Year-Round Cycling Councillor Challenges Don Cherry

I’ll start this off by unabashedly declaring that I’ve been a Don Cherry fan ever since I was a little kid and was given the green light to stay up a bit late to watch Coach’s Corner with my father.  I’ve always enjoyed Cherry’s bombastic flair and personality, his unwavering patriotism, and his undeniable love for the men and women who defend our country.

I own every Rock ‘Em Sock ‘Em VHS and DVD to date and even spent a portion of my reckless youth as a wannabe hockey enforcer.

I also ride a bike. Not quite year-round, but close. 

So I was more than a little perturbed when I heard that Cherry’s ill-advised and by many accounts, embarrassing, tirade at City Hall Tuesday included a glove-less jab at cyclists.

“Well, actually I’m wearing pinko for all the pinkos out there that ride bicycles and everything…” Cherry said to a mix of chuckles and awkward, stony silence.  

Known for espousing the virtues of hard work, Cherry has gone to great lengths to cultivate his ‘blue collar’ image over the years.  The Boston Bruins team he coached was even dubbed ‘The Lunch Pail Gang’, referring to their work ethic and collective ‘regular guy’ persona.

In my eyes, there’s nothing more ‘blue collar’ or down-to-earth than getting around by the power of your own efforts, working up a good, honest sweat while saving a few bucks and helping the environment.  

No one knows that more than Ward 38 Scarborough Centre councillor Glenn De Baeremaeker.

He was one of several councillors who found Cherry’s speech to be offside, with his linking of cyclists with pinkos even more peculiar.  

“My personal reaction was that it was a very bizarre, strange comment,” De Baeremaeker told CityNews.ca on Wednesday.   “I just thought, ‘You don’t like people who ride bicycles, why?’  People who ride bicycles are charming.  You know, to say that because you ride a bike you’re a left-wing pinko is just silliness.  But that’s what Mr. Cherry does.”

“In general I have to say as one of these tough Canadians who cycles pretty much year round, cyclists tend to be not a socialist lot, but a happy lot…everybody from every part of the rainbow rides their bike.  I didn’t know there was an exclusive component to socialists riding their bikes.”

De Baeremaeker also finds the backlash against cyclists to be misdirected.

“I always think as a cyclist that car drivers should thank us, because instead of me driving a big car downtown and taking up space on the road, I’m on a bicycle taking up less space,” he reasoned.   “If 10,000 of us rode into work, there would be 10,000 fewer cars on the road.  I don’t think he said, ‘I’m against cyclists’, it was just a reckless, meandering rant, it didn’t make sense.”

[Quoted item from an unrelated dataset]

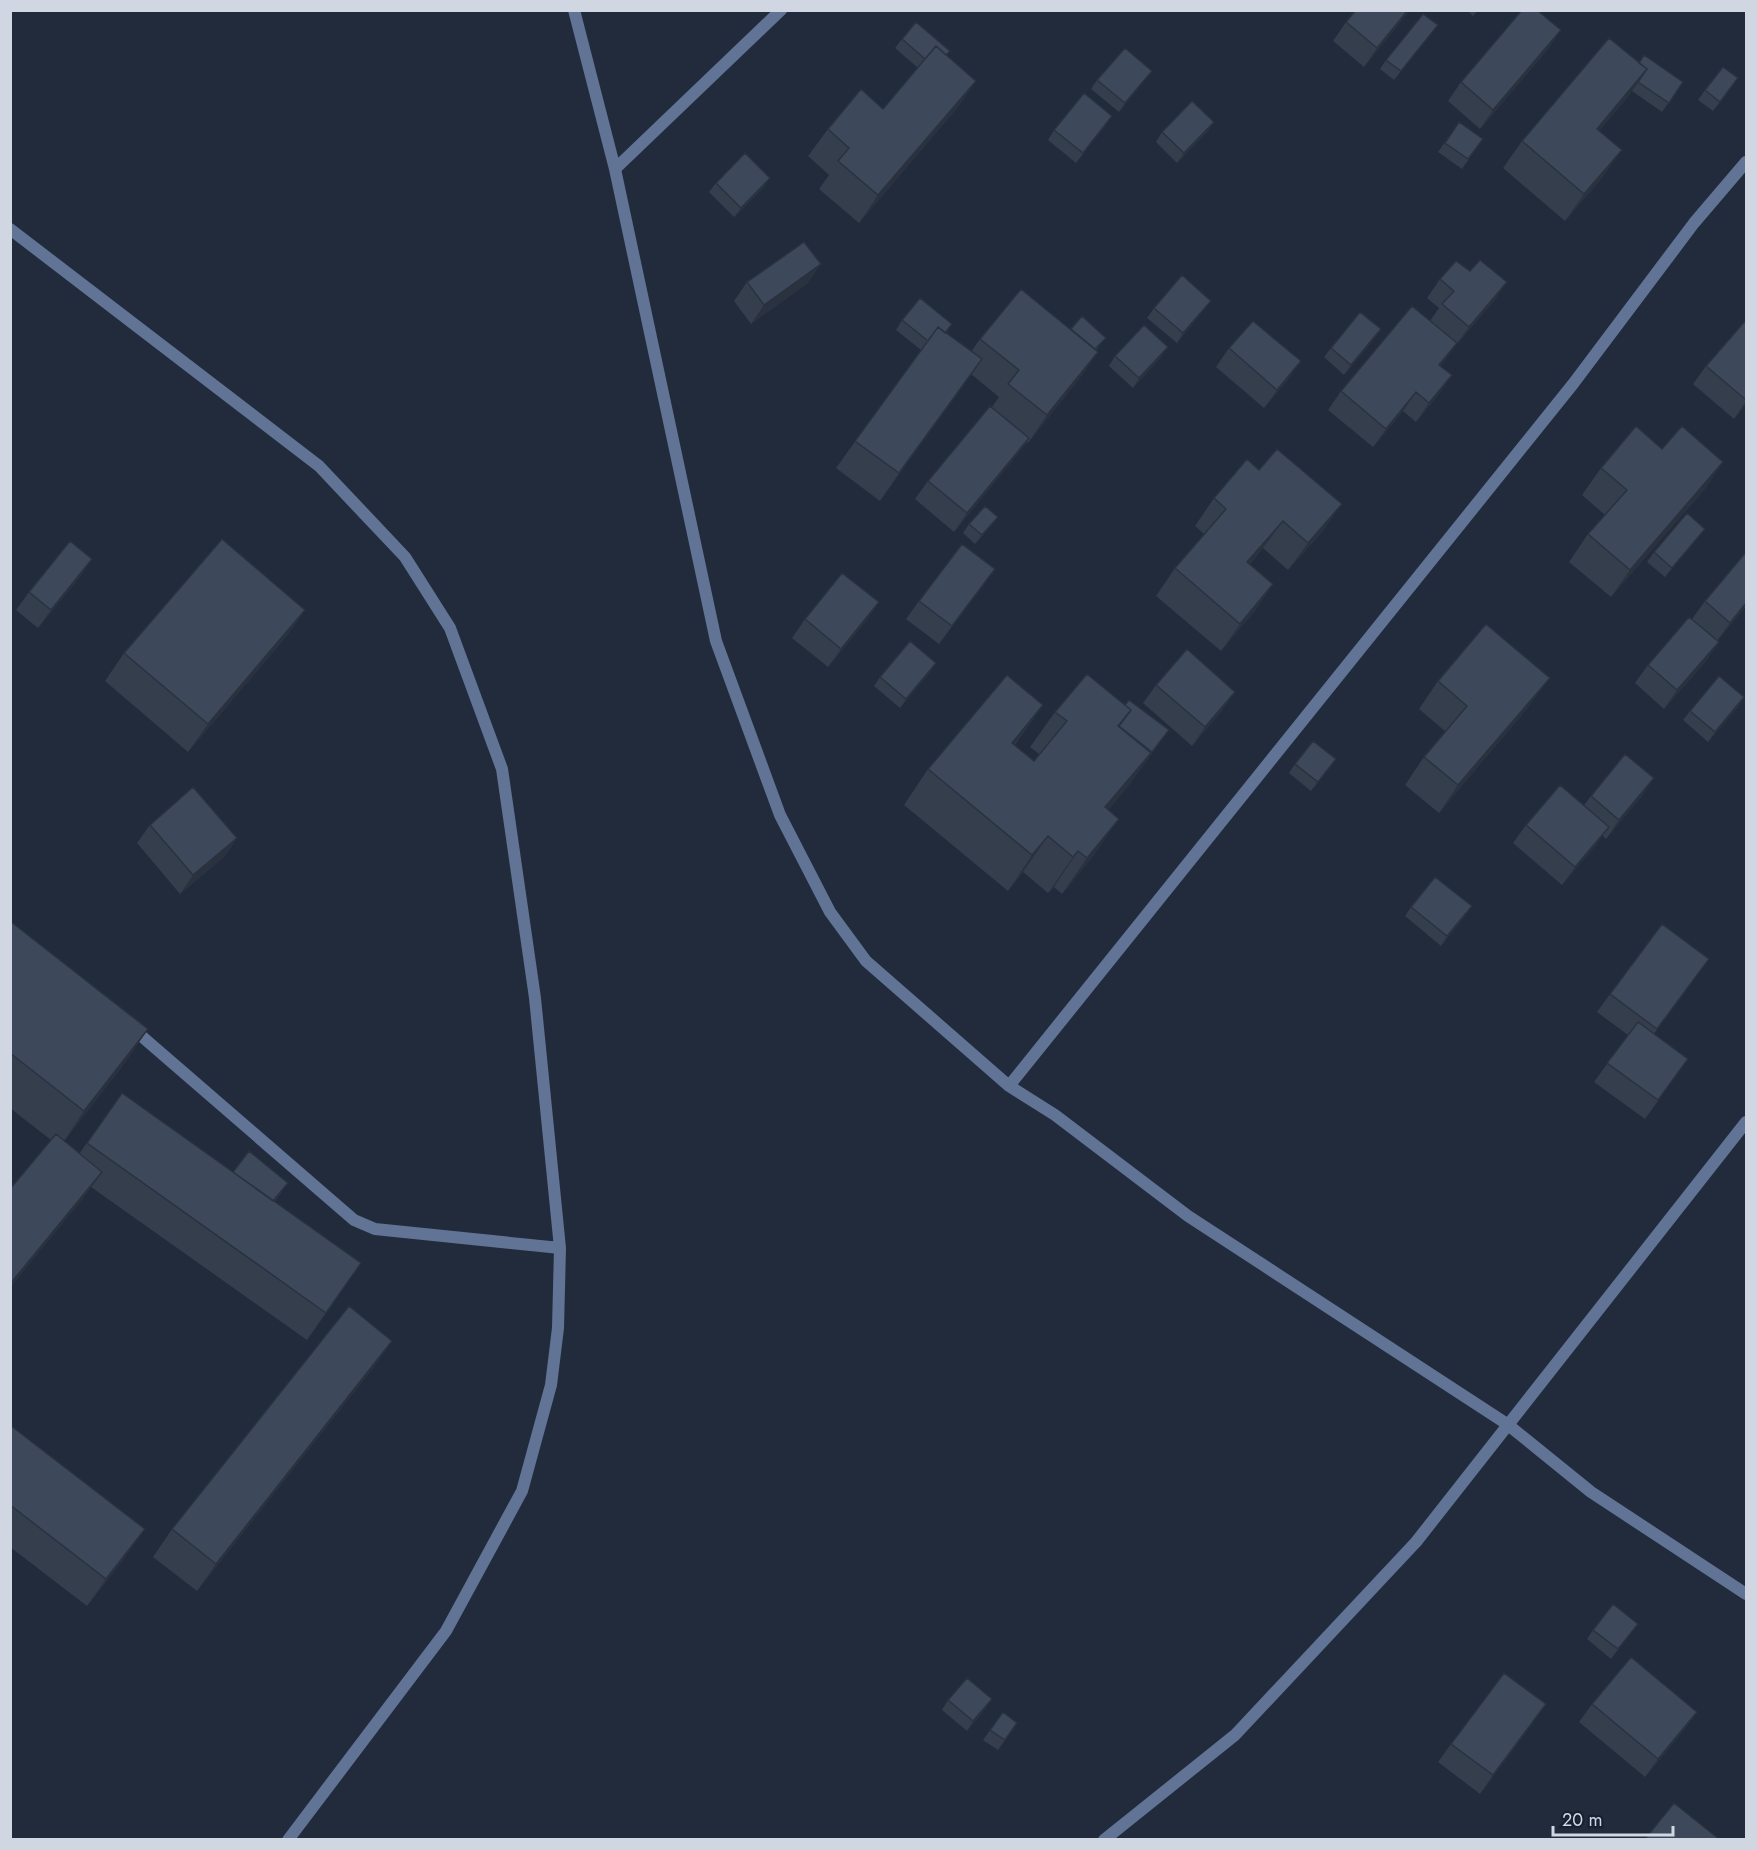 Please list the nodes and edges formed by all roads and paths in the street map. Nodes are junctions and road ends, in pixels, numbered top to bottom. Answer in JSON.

If Grapes really does love tough guys as much as he lets on, De Baeremaeker would be right up his alley.  
Words like ‘Extreme Cold Alert’, don’t stop him from hopping on his bike and commuting back and forth daily between City Hall and Scarborough.  

“(Cherry’s comment) almost seems anti-Canadian, because if you can get on a bike like me in -10C weather and ride an hour-and-a-half to two hours every morning and every night going home, you’re a pretty tough cookie.  

“I think we’ve all been to parties where somebody has gotten drunk and said something stupid and Mr. Cherry just said something stupid and he is famous for that, but does it really offend me as a cyclist? No, I look at where it’s coming from.  He just said silly things — a silly man saying silly things and I would truly invite him to meet me at City Hall man-to-man and get on a bike and let him try to keep up with me.”

De Baeremaeker doesn’t expect Cherry to take him up on the challenge, but he did have some parting words for Grapes, who he feels was out of line with his address Tuesday.  

“It did offend a lot of people and not just left-wing downtown councillors.  Everybody I think was a little bit embarrassed.  But I think as mature adults we’ll get over it.  The more important parts were, I really think, from the mayor’s speech.  The mayor in the end laid out what he wanted to do for the next four years, including good customer service, his transportation plan and things like that.”

“It’s not about you, Don, it’s about the mayor and the city, and he forgot about that.”